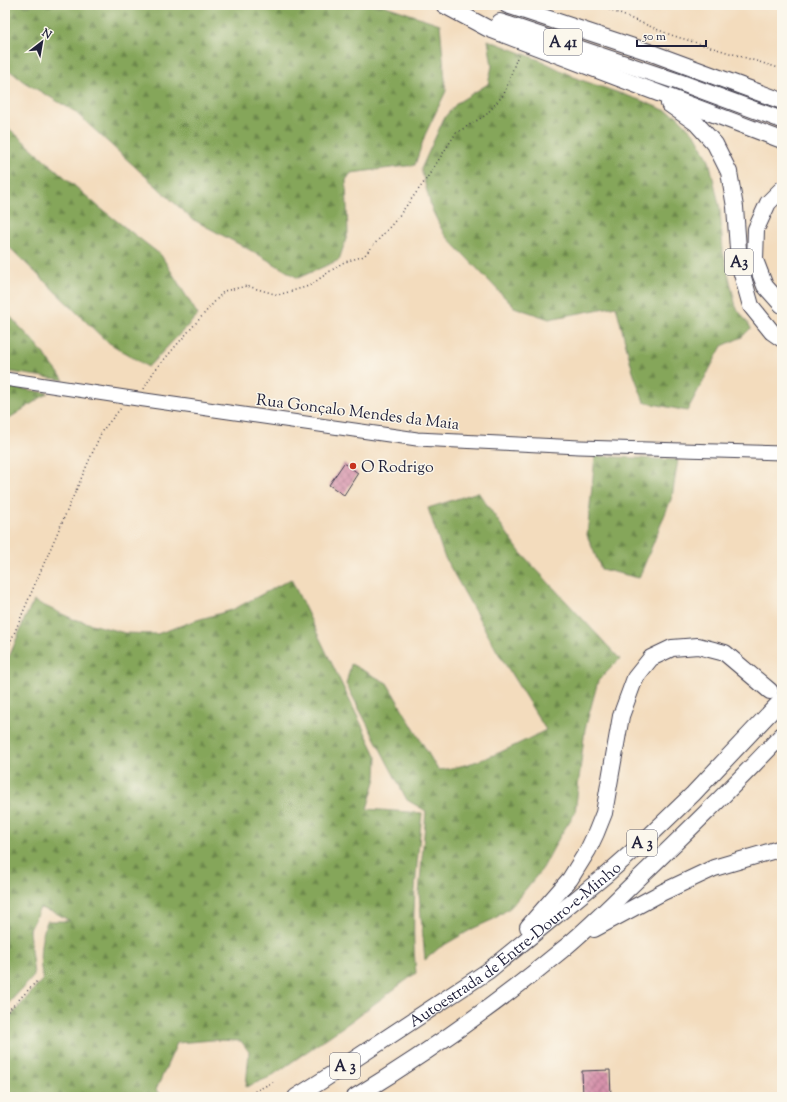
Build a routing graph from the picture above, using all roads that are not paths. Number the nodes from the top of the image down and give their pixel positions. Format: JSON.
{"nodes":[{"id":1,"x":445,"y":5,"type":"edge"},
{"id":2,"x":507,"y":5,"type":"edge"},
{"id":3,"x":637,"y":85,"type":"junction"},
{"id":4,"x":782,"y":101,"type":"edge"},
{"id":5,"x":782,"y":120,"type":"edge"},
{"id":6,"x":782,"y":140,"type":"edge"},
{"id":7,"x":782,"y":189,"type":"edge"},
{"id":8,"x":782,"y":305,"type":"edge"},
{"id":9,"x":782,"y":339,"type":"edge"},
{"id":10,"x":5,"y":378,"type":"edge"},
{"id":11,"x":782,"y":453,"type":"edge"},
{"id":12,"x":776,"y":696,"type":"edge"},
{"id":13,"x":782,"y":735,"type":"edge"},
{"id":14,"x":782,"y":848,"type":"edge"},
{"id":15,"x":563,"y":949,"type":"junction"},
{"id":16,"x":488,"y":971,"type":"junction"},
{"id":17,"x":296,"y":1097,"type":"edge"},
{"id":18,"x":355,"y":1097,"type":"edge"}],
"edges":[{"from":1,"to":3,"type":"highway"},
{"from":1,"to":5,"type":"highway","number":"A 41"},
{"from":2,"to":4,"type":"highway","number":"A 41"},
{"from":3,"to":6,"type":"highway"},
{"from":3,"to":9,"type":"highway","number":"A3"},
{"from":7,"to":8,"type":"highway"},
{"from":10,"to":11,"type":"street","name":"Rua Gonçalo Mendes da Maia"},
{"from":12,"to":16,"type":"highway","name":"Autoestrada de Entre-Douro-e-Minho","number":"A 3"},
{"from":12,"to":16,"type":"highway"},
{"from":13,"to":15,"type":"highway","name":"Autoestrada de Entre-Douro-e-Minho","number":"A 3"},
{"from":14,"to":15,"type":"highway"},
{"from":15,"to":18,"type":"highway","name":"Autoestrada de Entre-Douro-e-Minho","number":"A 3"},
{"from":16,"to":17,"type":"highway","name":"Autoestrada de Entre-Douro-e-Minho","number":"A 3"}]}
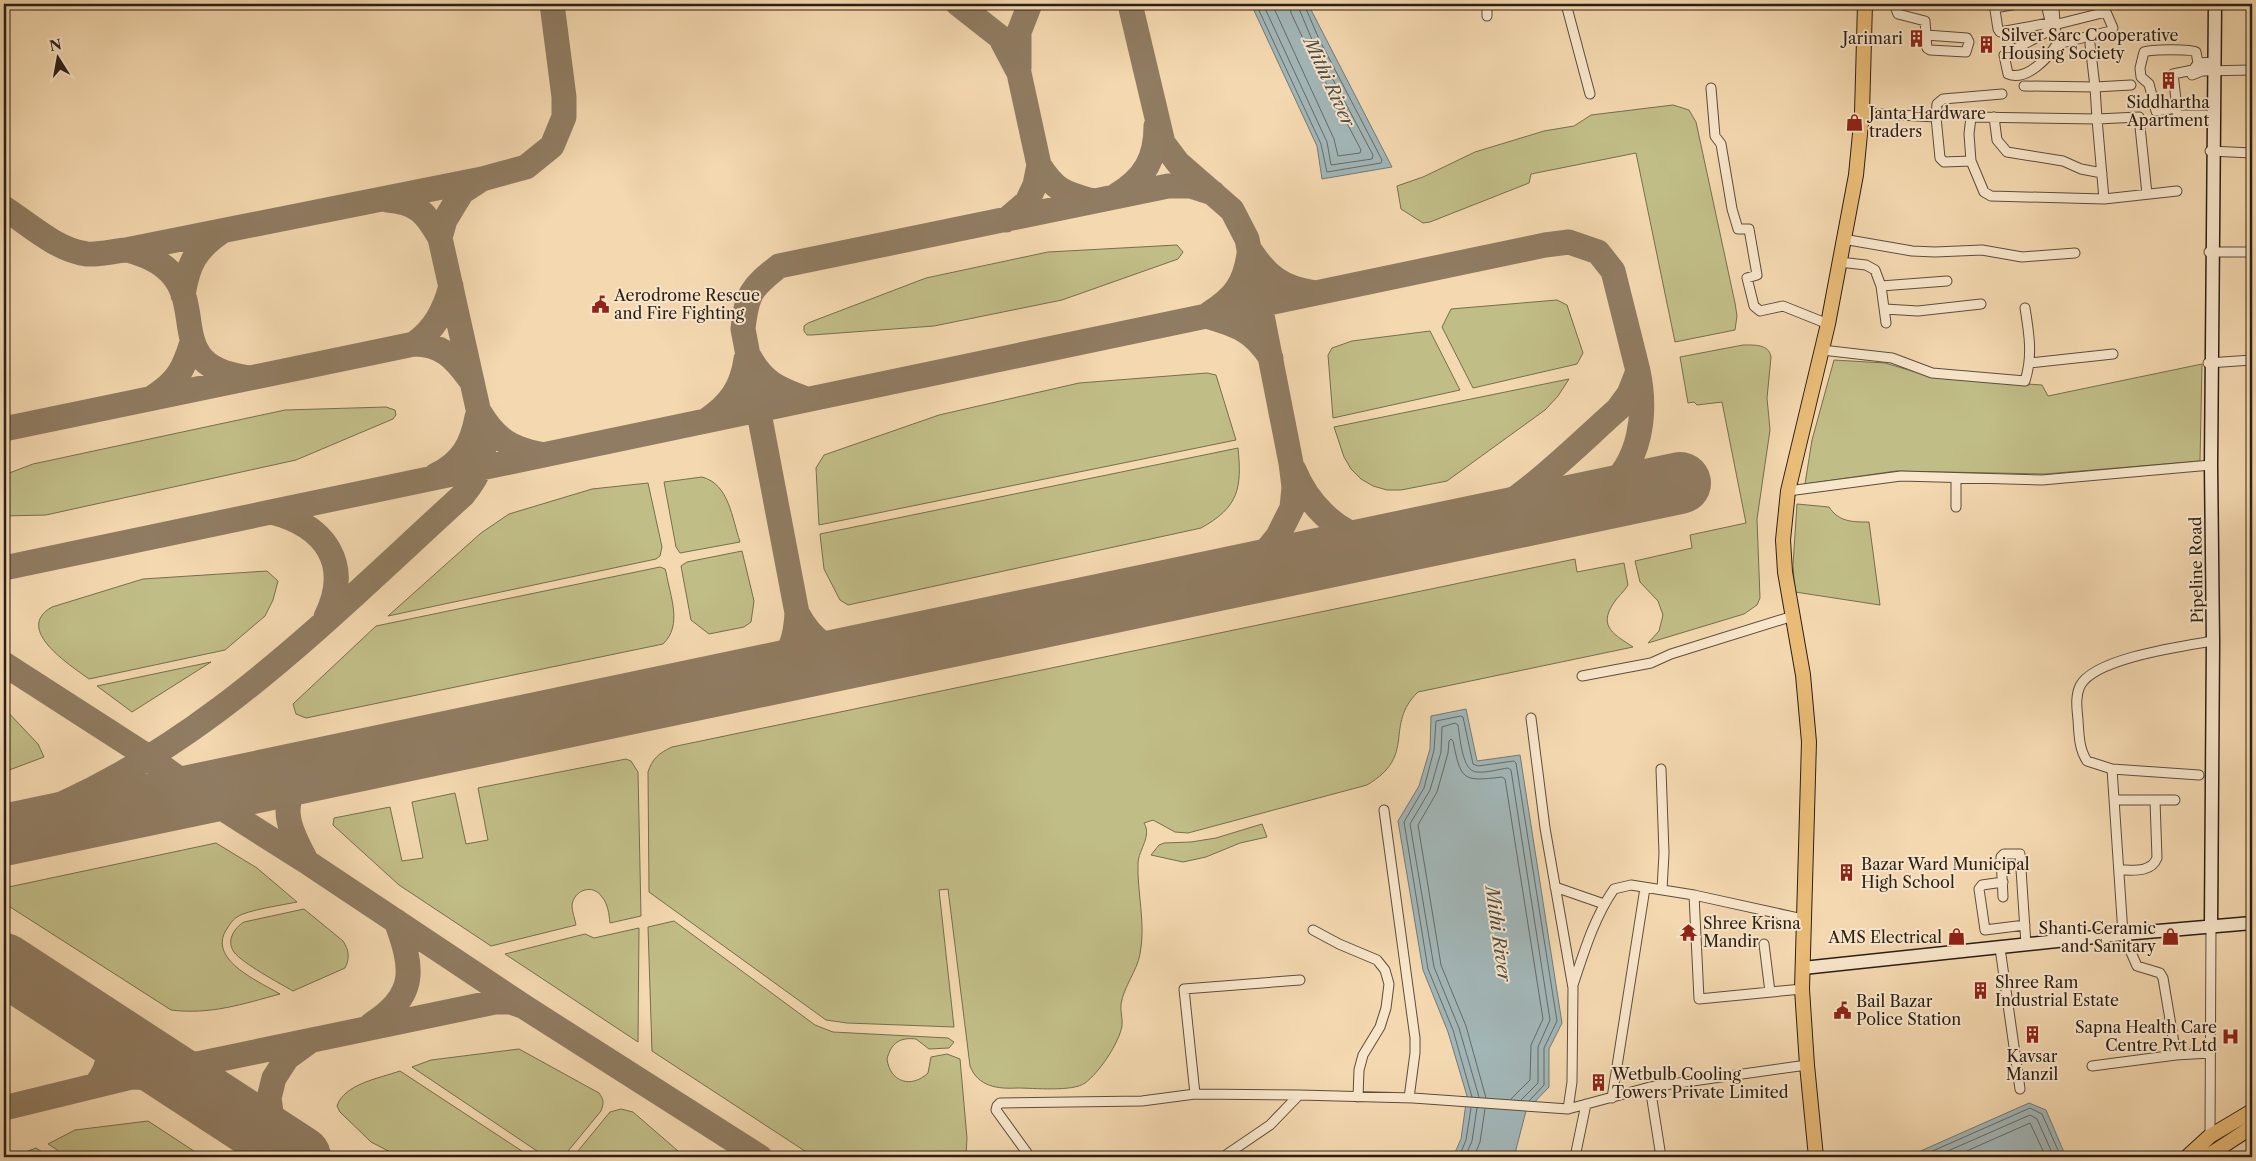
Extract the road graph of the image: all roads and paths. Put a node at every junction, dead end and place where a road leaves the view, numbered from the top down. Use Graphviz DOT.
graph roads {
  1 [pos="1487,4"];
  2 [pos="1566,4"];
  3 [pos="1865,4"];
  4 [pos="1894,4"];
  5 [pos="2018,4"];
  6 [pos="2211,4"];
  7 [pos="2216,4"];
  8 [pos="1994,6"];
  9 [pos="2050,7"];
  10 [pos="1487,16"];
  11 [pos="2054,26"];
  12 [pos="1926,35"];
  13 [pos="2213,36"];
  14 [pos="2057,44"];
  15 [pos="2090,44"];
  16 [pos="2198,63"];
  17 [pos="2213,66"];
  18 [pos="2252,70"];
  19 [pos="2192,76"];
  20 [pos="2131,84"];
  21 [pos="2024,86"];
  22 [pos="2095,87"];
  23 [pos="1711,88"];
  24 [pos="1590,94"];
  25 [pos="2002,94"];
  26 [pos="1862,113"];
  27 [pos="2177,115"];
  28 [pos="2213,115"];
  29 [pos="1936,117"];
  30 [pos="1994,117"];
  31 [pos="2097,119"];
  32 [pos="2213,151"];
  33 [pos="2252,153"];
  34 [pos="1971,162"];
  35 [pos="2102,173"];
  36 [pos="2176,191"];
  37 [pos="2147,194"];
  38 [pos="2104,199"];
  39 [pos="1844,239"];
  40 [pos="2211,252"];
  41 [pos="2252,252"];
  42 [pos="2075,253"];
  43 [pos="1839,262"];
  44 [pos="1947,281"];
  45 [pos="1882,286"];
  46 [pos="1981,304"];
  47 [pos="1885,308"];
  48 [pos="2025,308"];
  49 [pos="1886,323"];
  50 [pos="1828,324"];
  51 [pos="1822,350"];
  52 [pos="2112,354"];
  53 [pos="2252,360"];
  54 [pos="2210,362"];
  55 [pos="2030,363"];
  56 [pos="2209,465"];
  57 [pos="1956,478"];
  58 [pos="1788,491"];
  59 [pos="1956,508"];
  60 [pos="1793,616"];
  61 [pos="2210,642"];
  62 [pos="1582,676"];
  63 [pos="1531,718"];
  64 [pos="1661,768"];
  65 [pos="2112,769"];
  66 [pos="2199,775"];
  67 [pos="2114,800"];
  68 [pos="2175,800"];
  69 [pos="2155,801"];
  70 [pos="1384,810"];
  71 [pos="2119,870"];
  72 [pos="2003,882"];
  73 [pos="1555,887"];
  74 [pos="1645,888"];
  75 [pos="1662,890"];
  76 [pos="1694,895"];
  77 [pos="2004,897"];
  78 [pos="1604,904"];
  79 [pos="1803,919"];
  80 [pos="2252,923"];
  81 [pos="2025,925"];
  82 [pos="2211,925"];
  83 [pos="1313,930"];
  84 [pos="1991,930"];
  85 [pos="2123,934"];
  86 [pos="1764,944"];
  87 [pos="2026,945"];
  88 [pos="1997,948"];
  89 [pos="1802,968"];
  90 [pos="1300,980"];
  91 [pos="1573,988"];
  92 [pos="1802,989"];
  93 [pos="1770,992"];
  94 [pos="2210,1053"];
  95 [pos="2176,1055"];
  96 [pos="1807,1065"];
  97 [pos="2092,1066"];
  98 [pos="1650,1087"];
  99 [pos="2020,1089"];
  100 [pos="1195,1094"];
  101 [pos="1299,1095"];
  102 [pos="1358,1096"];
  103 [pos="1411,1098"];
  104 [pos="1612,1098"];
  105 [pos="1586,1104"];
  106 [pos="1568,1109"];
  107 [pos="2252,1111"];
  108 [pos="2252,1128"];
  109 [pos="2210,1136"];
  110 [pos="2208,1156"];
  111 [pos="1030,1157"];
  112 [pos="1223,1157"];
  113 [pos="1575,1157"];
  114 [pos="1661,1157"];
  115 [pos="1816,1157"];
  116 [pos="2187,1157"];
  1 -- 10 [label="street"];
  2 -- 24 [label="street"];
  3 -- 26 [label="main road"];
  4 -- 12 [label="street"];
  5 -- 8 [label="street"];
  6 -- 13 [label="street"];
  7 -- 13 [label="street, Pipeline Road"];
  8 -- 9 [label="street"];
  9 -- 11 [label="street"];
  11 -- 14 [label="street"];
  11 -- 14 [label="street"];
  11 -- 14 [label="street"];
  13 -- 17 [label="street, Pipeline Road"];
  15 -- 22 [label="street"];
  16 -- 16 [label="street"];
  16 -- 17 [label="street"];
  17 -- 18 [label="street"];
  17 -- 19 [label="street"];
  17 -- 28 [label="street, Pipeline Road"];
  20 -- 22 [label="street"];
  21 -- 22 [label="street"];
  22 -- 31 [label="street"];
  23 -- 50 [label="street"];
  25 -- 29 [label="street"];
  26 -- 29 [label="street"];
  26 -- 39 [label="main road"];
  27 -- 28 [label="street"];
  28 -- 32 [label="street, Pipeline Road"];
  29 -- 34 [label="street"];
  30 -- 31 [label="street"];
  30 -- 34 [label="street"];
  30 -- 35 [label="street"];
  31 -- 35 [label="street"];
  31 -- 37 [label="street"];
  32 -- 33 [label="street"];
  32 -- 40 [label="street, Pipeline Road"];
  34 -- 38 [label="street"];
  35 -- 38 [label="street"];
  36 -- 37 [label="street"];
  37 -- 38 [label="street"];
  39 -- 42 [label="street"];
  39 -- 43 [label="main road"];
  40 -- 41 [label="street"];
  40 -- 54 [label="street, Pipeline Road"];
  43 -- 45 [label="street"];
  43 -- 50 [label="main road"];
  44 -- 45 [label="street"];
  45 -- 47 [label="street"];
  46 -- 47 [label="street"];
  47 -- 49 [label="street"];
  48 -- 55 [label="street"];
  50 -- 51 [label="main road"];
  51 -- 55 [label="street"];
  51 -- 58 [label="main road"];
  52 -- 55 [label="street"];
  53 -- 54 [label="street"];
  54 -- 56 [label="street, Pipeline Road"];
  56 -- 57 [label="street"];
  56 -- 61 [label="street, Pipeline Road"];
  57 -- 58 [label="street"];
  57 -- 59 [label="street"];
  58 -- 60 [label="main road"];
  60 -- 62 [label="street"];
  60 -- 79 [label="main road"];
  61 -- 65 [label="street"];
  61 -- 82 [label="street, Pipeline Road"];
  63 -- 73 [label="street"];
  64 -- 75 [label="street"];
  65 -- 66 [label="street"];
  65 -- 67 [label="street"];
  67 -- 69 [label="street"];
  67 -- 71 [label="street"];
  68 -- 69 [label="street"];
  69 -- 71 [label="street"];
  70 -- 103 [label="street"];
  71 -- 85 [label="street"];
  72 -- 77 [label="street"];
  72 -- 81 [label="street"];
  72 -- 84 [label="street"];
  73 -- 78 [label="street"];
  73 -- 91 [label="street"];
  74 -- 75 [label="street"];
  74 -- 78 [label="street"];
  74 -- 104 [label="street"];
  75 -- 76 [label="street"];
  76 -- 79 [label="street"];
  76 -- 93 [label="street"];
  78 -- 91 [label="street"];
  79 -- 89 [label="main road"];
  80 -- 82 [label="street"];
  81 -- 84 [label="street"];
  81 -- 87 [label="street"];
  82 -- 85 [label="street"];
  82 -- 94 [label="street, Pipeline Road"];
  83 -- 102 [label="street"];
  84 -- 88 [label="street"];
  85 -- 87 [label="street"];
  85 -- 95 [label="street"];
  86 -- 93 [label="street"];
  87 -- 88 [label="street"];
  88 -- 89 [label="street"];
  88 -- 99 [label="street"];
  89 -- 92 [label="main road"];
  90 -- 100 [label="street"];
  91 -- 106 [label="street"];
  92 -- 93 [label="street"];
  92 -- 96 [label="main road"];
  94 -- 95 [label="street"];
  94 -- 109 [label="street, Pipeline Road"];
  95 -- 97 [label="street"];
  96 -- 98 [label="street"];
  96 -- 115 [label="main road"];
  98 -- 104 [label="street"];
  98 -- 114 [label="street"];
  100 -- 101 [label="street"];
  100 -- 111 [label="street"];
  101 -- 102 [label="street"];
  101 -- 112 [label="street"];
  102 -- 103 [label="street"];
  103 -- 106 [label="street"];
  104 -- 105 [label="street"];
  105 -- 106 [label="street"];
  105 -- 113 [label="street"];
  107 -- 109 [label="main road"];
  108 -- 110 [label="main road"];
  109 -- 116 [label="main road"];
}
-*-*-
Task directions – Copy out whichever lines of the listing contain the word "graph".

Written response –
Build a routing graph from the picture above, using all roads that are not paths. Number the nodes from the top of the image down and give their pixel positions. Format: JSON.
Extract the road graph of the image: all roads and paths. Put a node at every junction, dead end and place where a road leaves the view, numbered from the top down. Use Graphviz DOT.
graph roads {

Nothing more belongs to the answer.